MATERIAL PROVIDED section start
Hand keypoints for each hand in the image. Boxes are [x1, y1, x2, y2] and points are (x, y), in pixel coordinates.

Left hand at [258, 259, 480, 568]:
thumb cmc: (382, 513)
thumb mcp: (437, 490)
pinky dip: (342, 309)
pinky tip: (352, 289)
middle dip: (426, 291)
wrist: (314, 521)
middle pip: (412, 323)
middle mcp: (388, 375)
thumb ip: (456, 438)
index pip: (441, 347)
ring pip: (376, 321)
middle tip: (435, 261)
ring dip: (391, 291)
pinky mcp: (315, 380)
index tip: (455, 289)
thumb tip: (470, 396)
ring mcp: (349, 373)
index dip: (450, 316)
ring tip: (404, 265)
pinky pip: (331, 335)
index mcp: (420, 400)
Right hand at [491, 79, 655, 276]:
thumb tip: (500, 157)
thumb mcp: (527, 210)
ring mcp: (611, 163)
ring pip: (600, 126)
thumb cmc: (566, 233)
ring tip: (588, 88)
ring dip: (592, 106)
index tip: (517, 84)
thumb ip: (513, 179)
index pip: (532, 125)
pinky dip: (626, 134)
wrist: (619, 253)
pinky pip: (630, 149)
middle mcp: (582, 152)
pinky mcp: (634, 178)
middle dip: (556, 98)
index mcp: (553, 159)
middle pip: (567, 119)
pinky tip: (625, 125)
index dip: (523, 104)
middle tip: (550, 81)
MATERIAL PROVIDED section end
# REQUIRED ACTION:
Working through the records, find each line containing the word "pinky" and copy it.

# RESPONSE BOX:
pinky dip: (342, 309)
pinky tip: (352, 289)
pinky mcp: (315, 380)
pinky pip: (331, 335)
pinky dip: (626, 134)
pinky pip: (630, 149)
pinky mcp: (634, 178)
pinky tip: (625, 125)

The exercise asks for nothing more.